Assignment:
Scan the data below for the string "edges". Copy every line where it appears.

Task inputs:
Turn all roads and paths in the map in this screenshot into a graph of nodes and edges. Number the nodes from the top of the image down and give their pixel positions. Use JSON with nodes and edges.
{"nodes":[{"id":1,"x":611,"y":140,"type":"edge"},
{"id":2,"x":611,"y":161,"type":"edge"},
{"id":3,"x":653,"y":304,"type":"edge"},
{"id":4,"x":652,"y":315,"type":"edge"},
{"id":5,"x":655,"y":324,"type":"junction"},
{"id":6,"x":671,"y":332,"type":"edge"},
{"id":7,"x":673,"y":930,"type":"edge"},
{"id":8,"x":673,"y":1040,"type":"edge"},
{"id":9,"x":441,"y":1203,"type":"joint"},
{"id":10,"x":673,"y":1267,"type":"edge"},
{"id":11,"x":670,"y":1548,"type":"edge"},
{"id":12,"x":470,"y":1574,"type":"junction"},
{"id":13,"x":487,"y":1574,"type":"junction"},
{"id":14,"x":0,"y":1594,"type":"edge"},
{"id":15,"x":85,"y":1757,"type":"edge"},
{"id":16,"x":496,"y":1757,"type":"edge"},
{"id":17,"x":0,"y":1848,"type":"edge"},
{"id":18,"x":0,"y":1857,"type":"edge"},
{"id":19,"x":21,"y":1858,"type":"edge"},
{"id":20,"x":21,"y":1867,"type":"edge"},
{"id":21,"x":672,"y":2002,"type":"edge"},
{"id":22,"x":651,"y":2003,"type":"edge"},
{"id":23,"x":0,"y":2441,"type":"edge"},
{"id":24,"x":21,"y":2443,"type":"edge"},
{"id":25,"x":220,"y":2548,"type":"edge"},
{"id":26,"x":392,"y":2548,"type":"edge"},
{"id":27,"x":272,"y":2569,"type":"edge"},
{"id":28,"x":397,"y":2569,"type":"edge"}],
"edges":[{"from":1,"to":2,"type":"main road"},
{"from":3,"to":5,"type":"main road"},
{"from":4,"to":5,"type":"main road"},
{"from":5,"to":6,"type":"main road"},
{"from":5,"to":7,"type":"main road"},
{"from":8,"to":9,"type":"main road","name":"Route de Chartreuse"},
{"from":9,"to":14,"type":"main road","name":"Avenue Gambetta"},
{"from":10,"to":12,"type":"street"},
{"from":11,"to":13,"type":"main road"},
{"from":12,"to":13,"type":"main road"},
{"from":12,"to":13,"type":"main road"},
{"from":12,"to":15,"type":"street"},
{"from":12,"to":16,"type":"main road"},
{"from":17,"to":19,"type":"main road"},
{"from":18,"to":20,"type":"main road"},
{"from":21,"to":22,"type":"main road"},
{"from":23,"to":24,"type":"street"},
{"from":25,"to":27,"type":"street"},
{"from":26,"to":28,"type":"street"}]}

Written reply:
Turn all roads and paths in the map in this screenshot into a graph of nodes and edges. Number the nodes from the top of the image down and give their pixel positions. Use JSON with nodes and edges.
"edges":[{"from":1,"to":2,"type":"main road"},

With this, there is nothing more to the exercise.